Love happens
Keaton and Nicholson blossom together in Something’s Gotta Give
This autumn, it has been refreshing to happen upon two radically different cinematic takes on the adult comedy. Recently Bad Santa took the low road, reveling in its offensive, savage and undeniably funny satiric sleaze.
Choosing the high road is the Diane Keaton/Jack Nicholson star vehicle Something’s Gotta Give. Writer/Director Nancy Meyers (What Women Want) succeeds thanks to the skills of a cast embracing her dialogue as a linguistic fencing exhibition. Nicholson’s clever economy with language and expression has never been sharper. It is Diane Keaton, however, who owns the film and should secure an Academy Award nomination for her role as Erica Barry, a successful playwright emerging from a self-mannered emotional cocoon to discover that age needn’t handicap romantic possibilities.
Jack Nicholson’s Harry Sanborn is a 63-year-old life-long bachelor running a highly successful hip-hop label. His career in the entertainment industry provides him with an endless parade of casual relationships with beautiful, young women. One of these acquisitions, Marin Barry (Amanda Peet), whisks him away for a hedonistic weekend at her family’s beach house in the Hamptons. What promises to be a carnal carnival for Harry implodes with the entrance of Marin’s mother Erica (Keaton) and Aunt Zoe (Frances McDormand), who find him clad in boxer briefs and swinging two bottles of champagne.
Soon, following the awkward introductions, Harry suffers a heart attack. Rushed to the hospital, he is healed by Dr. Keanu Reeves, who winds up lovelorn and captivated by the charismatic Erica Barry. The doctor recommends Harry not be moved and recuperate at the beach house. The plot progresses in a conventional manner that finds Nicholson beginning to question his playboy status and falling for Erica, while Keaton becomes increasingly confused by the infatuated young doctor while realistically acknowledging the growing relationship between her and Nicholson.
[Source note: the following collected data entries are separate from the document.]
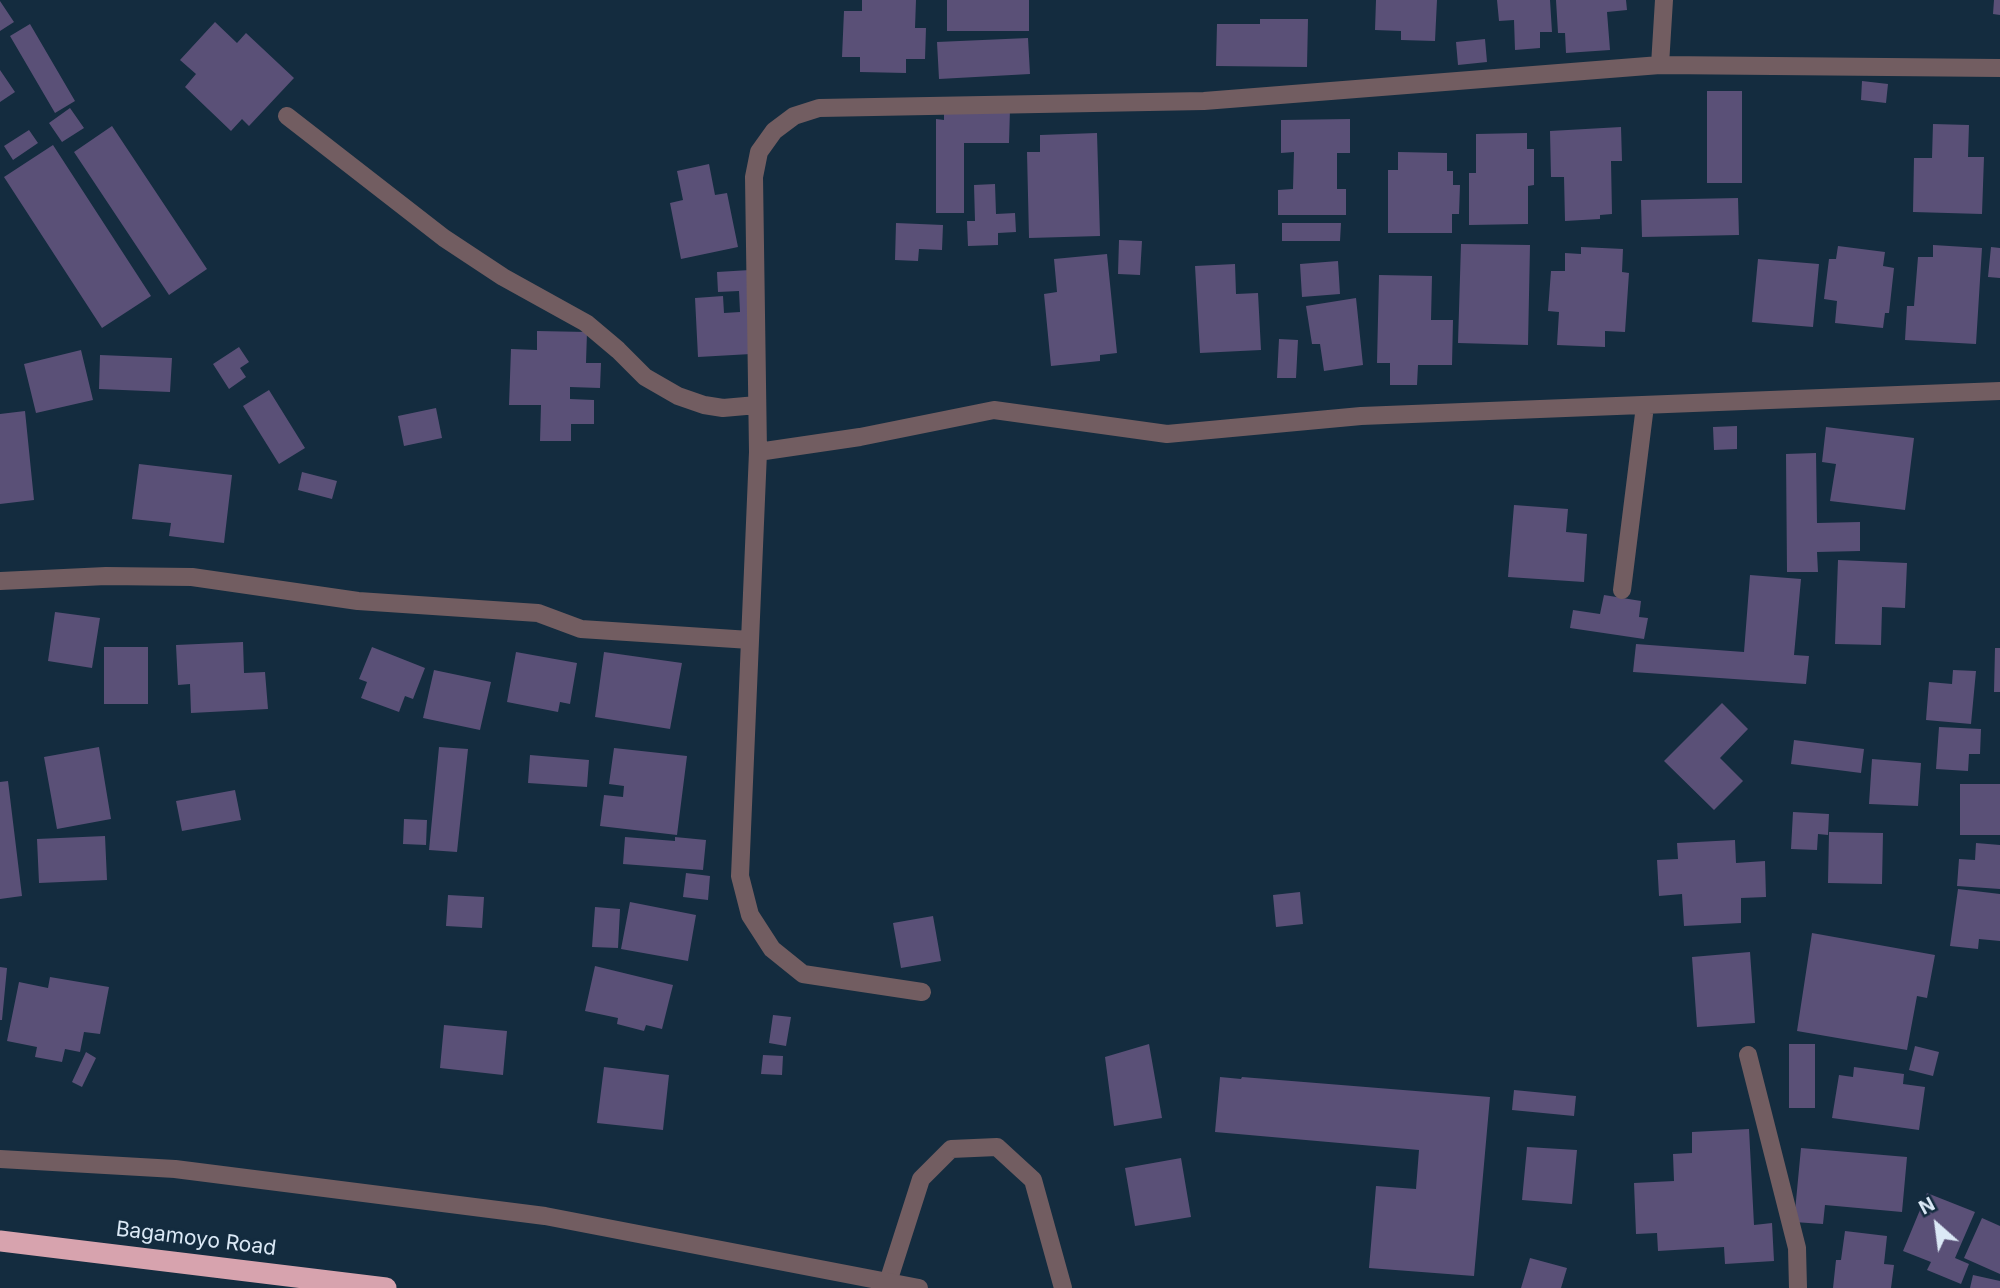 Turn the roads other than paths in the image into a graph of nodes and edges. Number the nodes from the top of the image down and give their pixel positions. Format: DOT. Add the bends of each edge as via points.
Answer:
graph roads {
  1 [pos="1664,0"];
  2 [pos="1660,65"];
  3 [pos="2000,68"];
  4 [pos="287,117"];
  5 [pos="2000,391"];
  6 [pos="757,405"];
  7 [pos="1645,406"];
  8 [pos="758,452"];
  9 [pos="0,581"];
  10 [pos="1622,590"];
  11 [pos="750,640"];
  12 [pos="922,992"];
  13 [pos="1748,1055"];
  14 [pos="0,1159"];
  15 [pos="0,1241"];
  16 [pos="888,1282"];
  17 [pos="386,1288"];
  18 [pos="919,1288"];
  19 [pos="1063,1288"];
  20 [pos="1798,1288"];
  1 -- 2 [label="street"];
  2 -- 3 [label="street"];
  2 -- 6 [label="street" via="1204,102 819,108 794,116 774,131 760,152 754,177"];
  4 -- 6 [label="street" via="444,237 503,277 586,323 645,377 704,405"];
  5 -- 7 [label="street"];
  6 -- 8 [label="street"];
  7 -- 8 [label="street" via="1361,416 1167,434 994,410"];
  7 -- 10 [label="street"];
  8 -- 11 [label="street"];
  9 -- 11 [label="street" via="192,577 358,601 538,613 581,629"];
  11 -- 12 [label="street" via="740,876 750,915 772,949 803,974"];
  13 -- 20 [label="street" via="1797,1248"];
  14 -- 16 [label="street" via="175,1169 545,1216"];
  15 -- 17 [label="highway, Bagamoyo Road"];
  16 -- 18 [label="street"];
  16 -- 19 [label="street" via="921,1179 951,1149 997,1147 1032,1181"];
} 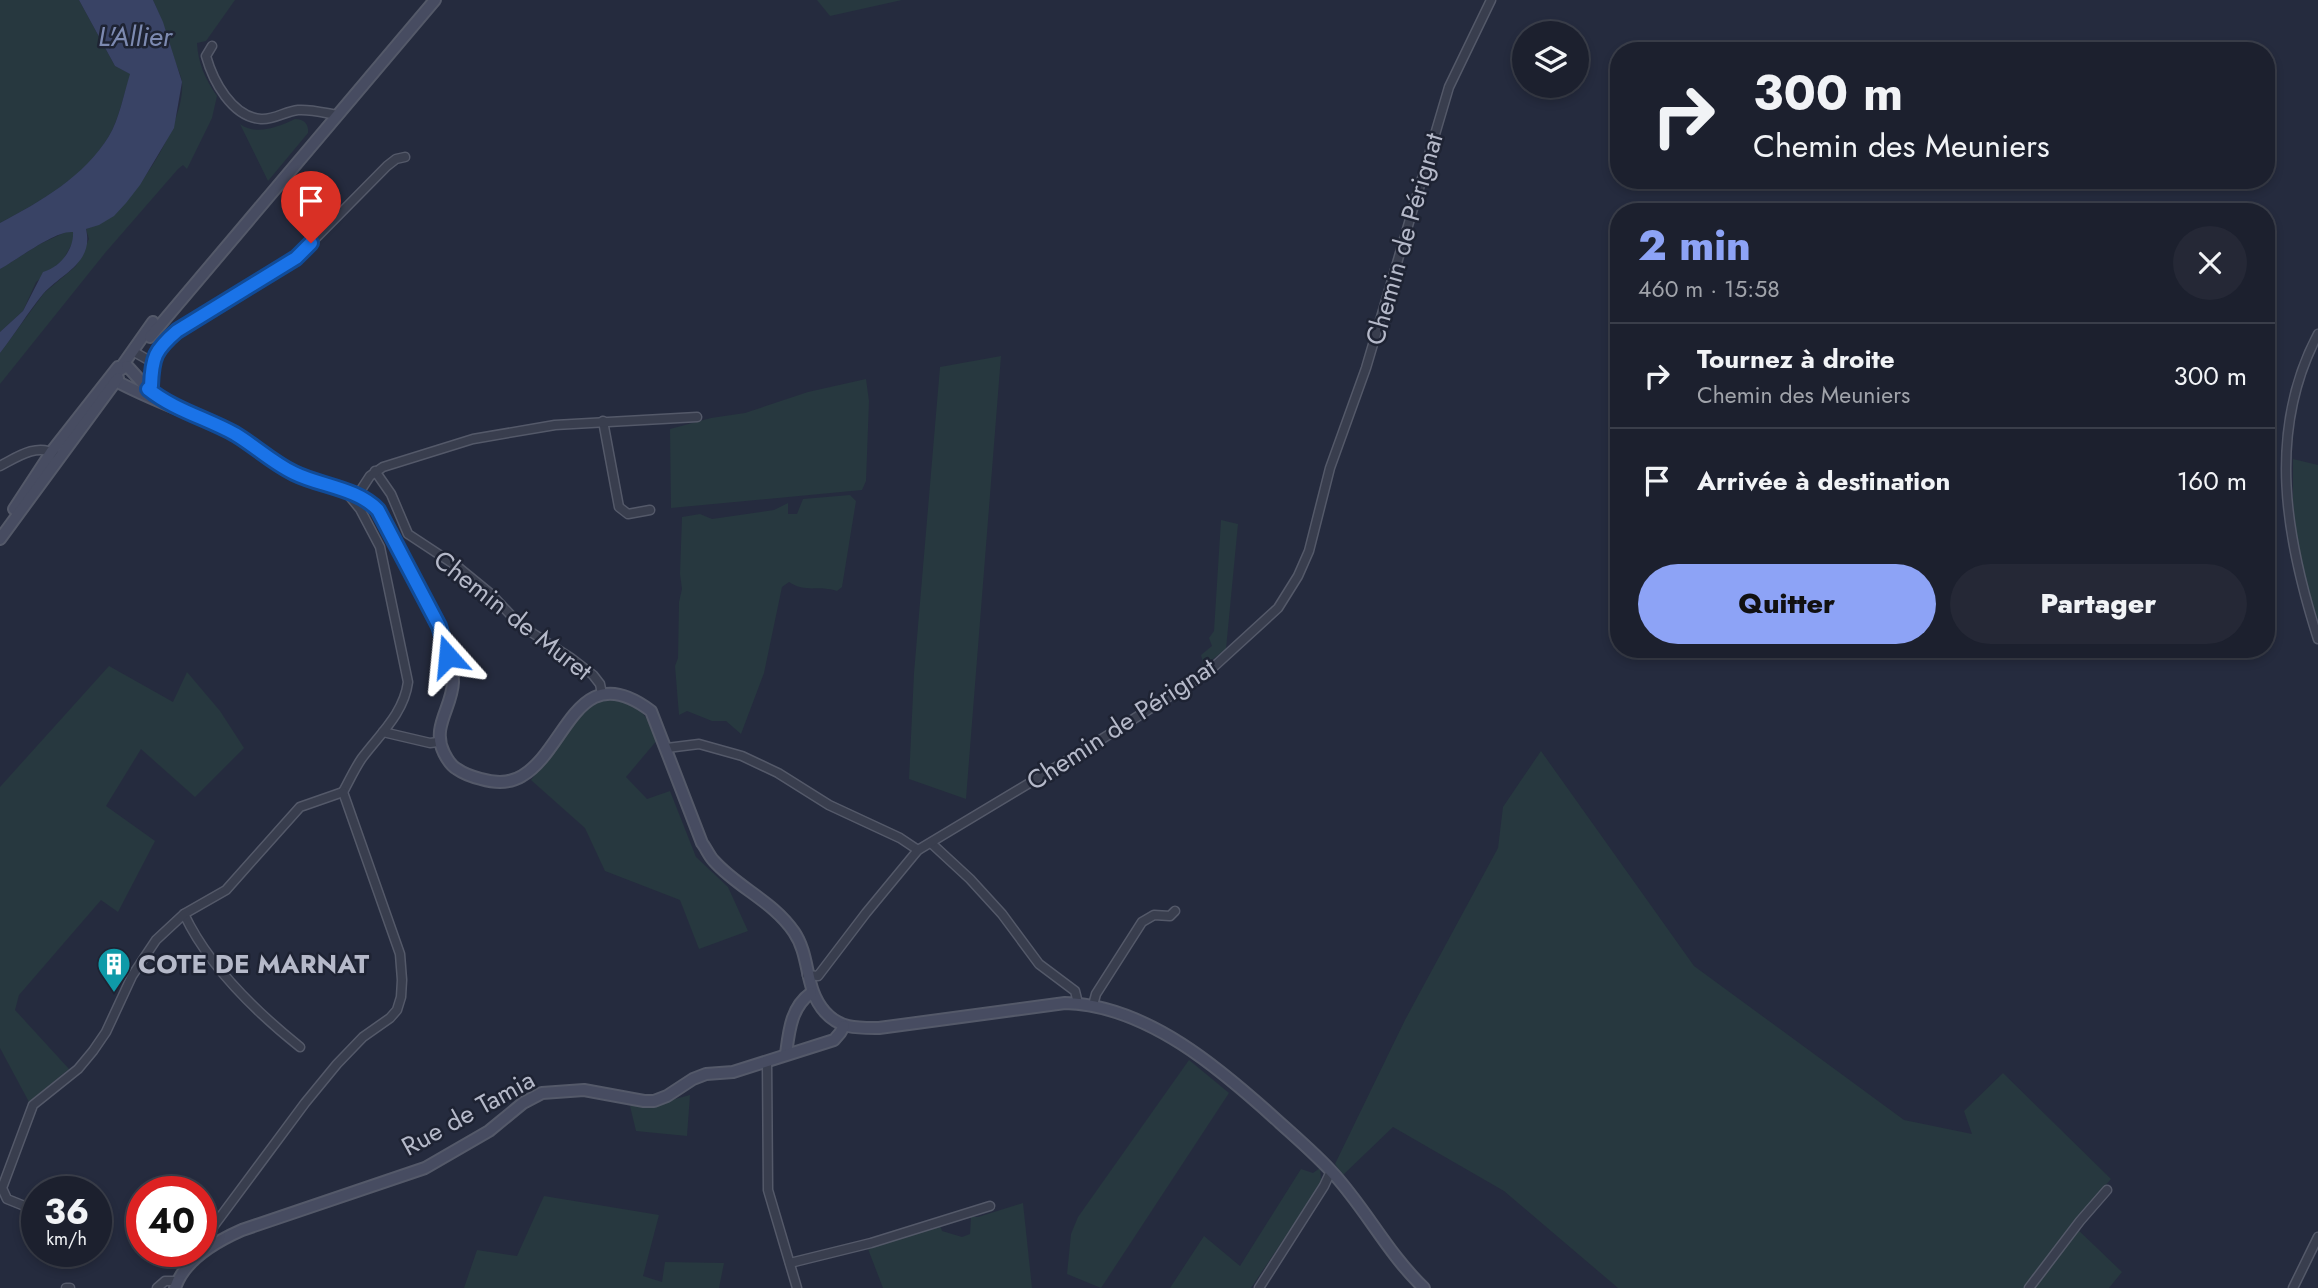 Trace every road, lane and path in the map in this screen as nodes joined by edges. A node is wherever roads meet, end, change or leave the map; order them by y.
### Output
1 (435, 0) edge
2 (1491, 0) edge
3 (212, 46) dead end
4 (337, 115) junction
5 (405, 157) dead end
6 (260, 208) junction
7 (2318, 334) edge
8 (136, 353) junction
9 (152, 362) junction
10 (117, 374) junction
11 (145, 393) junction
12 (697, 417) dead end
13 (603, 421) junction
14 (56, 454) junction
15 (0, 466) edge
16 (375, 471) junction
17 (353, 494) junction
18 (650, 510) dead end
19 (0, 531) edge
20 (0, 539) edge
21 (2318, 639) edge
22 (602, 694) junction
23 (383, 732) junction
24 (438, 742) junction
25 (667, 748) junction
26 (343, 792) junction
27 (931, 843) junction
28 (918, 850) junction
29 (1175, 911) dead end
30 (184, 914) junction
31 (807, 975) junction
32 (811, 993) junction
33 (1078, 1003) junction
34 (1093, 1005) junction
35 (844, 1026) junction
36 (300, 1047) dead end
37 (786, 1054) junction
38 (767, 1061) junction
39 (1331, 1171) junction
40 (2107, 1190) dead end
41 (21, 1205) edge
42 (990, 1206) dead end
43 (217, 1221) edge
44 (2318, 1237) edge
45 (217, 1241) edge
46 (790, 1263) junction
47 (189, 1267) edge
48 (176, 1286) edge
49 (157, 1288) edge
50 (797, 1288) edge
51 (1259, 1288) edge
52 (1424, 1288) edge
53 (2029, 1288) edge
54 (2293, 1288) edge

1 - 4 street
2 - 27 street, Chemin de Pérignat
3 - 4 street
4 - 6 street
5 - 9 street
6 - 8 street
6 - 10 street
7 - 21 street
8 - 9 street
8 - 10 street
9 - 11 street
10 - 11 street
10 - 11 street
10 - 14 street
11 - 17 street
12 - 13 street
13 - 16 street
13 - 18 street
14 - 15 street
14 - 19 street
14 - 20 street
16 - 17 street
16 - 22 street, Chemin de Muret
17 - 23 street
17 - 24 street
22 - 24 street
22 - 25 street
23 - 24 street
23 - 26 street
25 - 28 street
25 - 31 street
26 - 30 street
26 - 43 street
27 - 28 street, Chemin de Pérignat
27 - 33 street
28 - 31 street, Chemin de Pérignat
29 - 34 street
30 - 36 street
30 - 41 street
31 - 32 street
32 - 35 street
32 - 37 street
33 - 34 street
33 - 35 street
34 - 39 street
35 - 37 street, Rue de Tamia
37 - 38 street, Rue de Tamia
38 - 45 street, Rue de Tamia
38 - 46 street
39 - 51 street
39 - 52 street
40 - 53 street
42 - 46 street
44 - 54 street
46 - 50 street
47 - 48 street
48 - 49 street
Something’s Gotta Give might have been easy to dismiss as a sitcom dressed up in J. Crew and Pottery Barn cottons and linens, yet the film’s logical confidence in giving itself over to Keaton and Nicholson garners redemption. Meyers is not going to shatter any cinematic conventions with her storytelling, yet she should be commended for allowing her main characters to explore their sexuality without embarrassment of age, despite a their lack of the requisite tanned, taut Hollywood stomachs.